## Work request
Below are the records; pull every line that includes "Abad".

## Input for this task
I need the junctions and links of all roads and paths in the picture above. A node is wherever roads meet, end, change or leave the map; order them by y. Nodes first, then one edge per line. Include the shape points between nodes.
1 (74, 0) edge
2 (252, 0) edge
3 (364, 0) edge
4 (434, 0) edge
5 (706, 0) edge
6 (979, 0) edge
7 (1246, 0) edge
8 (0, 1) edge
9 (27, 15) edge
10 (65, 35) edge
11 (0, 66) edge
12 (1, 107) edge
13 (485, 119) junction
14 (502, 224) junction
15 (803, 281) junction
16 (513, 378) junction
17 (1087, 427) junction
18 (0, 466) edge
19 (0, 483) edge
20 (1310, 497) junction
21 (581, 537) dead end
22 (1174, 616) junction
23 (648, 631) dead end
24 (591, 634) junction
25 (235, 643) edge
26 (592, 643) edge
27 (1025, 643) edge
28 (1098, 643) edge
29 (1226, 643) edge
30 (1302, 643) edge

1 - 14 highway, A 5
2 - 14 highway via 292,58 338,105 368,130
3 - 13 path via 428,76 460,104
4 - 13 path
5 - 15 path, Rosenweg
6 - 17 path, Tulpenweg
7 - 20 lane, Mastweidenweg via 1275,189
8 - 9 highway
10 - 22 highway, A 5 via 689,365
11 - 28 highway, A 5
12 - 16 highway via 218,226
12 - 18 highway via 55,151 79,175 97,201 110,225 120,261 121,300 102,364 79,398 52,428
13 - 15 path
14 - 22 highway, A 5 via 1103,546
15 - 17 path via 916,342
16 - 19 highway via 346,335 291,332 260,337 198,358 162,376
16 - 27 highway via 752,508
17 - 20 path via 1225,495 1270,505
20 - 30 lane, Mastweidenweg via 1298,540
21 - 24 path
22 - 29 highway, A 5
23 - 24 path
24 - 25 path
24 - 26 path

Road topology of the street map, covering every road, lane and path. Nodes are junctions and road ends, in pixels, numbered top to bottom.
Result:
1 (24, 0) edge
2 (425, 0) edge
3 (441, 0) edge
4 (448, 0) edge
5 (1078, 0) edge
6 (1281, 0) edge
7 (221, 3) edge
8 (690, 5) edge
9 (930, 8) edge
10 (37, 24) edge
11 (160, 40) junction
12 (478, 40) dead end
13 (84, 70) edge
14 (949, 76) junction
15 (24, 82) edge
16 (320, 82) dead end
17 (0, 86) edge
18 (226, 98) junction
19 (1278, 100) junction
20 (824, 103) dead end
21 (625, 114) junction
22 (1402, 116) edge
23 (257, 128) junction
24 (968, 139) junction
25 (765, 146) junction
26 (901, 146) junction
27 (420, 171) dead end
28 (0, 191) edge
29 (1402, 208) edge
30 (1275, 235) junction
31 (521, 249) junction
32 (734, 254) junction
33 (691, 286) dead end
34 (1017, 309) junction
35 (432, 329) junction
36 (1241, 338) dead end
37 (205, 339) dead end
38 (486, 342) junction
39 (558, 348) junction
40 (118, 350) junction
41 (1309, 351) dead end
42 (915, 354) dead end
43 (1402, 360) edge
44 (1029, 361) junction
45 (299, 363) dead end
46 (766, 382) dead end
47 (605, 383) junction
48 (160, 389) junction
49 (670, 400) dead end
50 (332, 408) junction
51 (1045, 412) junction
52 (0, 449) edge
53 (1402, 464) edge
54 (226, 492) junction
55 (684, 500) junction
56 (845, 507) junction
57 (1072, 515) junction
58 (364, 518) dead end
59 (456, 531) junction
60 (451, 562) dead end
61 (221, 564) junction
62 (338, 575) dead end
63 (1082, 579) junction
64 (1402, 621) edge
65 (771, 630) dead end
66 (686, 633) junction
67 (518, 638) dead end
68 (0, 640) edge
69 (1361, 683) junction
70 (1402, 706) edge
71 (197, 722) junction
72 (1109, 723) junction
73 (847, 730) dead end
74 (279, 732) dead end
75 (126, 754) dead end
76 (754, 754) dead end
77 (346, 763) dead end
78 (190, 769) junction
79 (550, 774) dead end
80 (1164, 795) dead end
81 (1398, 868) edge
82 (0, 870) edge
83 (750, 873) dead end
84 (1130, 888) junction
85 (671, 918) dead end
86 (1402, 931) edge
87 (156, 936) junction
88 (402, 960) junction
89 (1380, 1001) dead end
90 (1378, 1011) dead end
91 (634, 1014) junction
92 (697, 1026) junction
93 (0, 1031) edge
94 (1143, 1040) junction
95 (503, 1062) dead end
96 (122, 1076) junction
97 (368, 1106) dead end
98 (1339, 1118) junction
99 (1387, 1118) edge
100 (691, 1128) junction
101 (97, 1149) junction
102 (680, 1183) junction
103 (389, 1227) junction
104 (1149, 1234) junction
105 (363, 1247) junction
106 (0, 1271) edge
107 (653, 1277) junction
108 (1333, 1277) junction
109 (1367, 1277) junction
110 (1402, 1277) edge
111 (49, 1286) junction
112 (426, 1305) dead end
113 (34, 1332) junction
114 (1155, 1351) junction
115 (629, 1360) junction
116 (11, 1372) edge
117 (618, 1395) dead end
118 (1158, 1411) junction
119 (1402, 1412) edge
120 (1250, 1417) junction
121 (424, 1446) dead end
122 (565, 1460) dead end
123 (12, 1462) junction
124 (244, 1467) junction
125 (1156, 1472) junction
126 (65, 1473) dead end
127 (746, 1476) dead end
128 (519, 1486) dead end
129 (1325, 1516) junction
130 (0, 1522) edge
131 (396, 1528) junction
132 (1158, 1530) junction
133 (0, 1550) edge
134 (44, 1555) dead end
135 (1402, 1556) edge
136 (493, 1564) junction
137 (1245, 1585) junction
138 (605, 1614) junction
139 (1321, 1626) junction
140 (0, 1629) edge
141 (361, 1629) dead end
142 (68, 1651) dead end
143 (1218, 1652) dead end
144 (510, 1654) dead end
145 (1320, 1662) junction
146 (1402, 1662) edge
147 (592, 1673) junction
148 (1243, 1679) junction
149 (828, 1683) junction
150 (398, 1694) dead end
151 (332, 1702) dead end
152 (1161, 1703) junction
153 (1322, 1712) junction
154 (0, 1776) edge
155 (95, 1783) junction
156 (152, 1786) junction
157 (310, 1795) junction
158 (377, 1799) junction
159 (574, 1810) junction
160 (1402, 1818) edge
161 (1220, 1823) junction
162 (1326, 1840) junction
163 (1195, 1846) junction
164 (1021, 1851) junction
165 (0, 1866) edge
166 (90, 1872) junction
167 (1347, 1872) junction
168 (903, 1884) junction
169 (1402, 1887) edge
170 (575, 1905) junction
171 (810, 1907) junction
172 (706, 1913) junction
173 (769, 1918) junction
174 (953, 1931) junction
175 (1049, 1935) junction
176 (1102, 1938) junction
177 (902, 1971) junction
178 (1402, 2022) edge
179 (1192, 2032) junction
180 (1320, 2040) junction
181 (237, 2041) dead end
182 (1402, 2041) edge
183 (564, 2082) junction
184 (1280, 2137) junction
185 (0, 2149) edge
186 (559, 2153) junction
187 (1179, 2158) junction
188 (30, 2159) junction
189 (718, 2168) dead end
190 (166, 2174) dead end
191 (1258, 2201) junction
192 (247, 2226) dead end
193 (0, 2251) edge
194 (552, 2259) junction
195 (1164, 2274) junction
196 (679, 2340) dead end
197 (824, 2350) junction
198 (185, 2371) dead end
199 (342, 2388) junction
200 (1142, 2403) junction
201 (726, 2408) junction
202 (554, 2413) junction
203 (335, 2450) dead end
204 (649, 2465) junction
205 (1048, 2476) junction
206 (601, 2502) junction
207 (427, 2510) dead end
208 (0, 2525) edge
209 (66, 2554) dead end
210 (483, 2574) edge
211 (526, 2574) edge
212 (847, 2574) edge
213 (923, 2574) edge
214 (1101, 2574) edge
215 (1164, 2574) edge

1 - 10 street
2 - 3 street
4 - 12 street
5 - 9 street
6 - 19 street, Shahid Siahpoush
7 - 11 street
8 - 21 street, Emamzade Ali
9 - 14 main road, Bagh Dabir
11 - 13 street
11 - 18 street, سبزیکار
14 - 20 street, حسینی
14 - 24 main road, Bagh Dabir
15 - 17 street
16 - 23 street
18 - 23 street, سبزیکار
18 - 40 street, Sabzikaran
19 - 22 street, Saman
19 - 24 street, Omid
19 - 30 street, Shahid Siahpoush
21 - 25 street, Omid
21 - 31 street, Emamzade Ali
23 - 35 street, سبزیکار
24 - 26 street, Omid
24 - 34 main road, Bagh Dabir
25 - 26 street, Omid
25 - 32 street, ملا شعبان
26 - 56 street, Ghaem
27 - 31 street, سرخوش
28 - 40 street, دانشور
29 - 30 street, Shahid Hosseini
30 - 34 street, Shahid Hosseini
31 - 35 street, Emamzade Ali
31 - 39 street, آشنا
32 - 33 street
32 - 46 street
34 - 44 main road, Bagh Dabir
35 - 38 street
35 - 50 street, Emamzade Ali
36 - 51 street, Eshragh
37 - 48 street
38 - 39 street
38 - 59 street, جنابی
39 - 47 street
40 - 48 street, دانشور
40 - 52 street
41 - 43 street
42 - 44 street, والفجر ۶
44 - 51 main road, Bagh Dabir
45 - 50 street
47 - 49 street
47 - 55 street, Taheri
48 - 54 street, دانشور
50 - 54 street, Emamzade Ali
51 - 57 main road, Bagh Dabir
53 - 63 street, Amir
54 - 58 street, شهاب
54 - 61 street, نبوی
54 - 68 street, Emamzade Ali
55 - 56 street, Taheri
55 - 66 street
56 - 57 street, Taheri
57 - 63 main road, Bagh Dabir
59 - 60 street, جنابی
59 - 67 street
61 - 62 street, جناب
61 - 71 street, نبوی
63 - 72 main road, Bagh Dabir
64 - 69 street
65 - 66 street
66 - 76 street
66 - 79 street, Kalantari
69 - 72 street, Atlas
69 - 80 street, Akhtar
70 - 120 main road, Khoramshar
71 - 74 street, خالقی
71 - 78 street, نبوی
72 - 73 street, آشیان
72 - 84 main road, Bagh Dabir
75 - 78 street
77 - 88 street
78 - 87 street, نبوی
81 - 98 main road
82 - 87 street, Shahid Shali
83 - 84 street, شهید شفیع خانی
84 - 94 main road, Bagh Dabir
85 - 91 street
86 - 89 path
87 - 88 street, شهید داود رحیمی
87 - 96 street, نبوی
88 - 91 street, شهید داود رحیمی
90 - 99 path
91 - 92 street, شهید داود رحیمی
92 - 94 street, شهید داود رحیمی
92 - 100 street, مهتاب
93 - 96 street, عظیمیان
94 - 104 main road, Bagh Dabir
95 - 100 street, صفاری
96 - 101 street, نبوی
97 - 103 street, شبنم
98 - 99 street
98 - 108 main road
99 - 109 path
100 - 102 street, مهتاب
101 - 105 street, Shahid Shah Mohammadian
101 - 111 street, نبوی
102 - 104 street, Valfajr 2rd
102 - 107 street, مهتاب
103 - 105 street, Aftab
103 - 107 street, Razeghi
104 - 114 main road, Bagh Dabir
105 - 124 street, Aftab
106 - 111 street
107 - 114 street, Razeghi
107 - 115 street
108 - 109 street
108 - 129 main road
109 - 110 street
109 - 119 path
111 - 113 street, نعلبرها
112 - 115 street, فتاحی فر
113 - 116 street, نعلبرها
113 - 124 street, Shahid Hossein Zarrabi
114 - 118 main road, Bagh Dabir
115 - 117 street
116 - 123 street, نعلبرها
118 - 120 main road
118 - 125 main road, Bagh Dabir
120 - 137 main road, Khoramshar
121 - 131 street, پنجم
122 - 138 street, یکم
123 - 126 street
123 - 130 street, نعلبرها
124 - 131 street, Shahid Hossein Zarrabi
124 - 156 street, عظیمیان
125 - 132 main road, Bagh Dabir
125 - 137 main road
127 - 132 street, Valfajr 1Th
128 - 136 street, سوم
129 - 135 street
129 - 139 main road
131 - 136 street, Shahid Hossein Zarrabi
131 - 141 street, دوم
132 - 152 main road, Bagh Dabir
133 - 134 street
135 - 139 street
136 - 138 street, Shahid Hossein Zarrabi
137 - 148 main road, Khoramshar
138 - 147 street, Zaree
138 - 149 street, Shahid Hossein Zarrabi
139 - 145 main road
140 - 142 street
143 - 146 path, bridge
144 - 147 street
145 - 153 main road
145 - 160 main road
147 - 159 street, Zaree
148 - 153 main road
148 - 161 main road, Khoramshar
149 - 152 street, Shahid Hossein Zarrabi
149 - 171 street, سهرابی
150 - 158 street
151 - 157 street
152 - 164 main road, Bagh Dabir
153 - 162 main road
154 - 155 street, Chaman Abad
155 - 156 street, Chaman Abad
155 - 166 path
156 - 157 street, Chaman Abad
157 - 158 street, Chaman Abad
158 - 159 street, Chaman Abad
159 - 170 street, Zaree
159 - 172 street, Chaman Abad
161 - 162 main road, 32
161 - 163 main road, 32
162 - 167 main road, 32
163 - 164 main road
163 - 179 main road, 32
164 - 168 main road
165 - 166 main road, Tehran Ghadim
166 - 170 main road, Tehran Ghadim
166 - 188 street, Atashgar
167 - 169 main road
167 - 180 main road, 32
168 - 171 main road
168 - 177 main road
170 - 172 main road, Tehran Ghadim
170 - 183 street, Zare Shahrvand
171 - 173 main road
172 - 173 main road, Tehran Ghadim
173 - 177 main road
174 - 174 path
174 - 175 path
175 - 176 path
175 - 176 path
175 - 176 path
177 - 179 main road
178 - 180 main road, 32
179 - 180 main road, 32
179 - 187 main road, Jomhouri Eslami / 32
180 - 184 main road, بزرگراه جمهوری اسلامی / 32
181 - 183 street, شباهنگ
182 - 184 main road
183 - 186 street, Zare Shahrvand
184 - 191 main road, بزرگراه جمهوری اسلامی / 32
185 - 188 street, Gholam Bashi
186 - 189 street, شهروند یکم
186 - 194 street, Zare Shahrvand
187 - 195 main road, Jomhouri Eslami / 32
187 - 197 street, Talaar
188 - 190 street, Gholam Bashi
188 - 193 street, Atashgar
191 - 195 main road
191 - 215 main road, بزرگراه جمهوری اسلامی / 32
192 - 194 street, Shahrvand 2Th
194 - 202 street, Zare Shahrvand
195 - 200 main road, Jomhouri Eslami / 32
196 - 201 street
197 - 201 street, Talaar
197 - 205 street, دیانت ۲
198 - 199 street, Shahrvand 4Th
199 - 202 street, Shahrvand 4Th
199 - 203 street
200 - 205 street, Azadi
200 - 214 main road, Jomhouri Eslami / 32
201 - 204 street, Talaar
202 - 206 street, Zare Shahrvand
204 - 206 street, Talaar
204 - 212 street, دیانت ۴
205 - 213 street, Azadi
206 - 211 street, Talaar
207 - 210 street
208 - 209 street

## Task solution
154 - 155 street, Chaman Abad
155 - 156 street, Chaman Abad
156 - 157 street, Chaman Abad
157 - 158 street, Chaman Abad
158 - 159 street, Chaman Abad
159 - 172 street, Chaman Abad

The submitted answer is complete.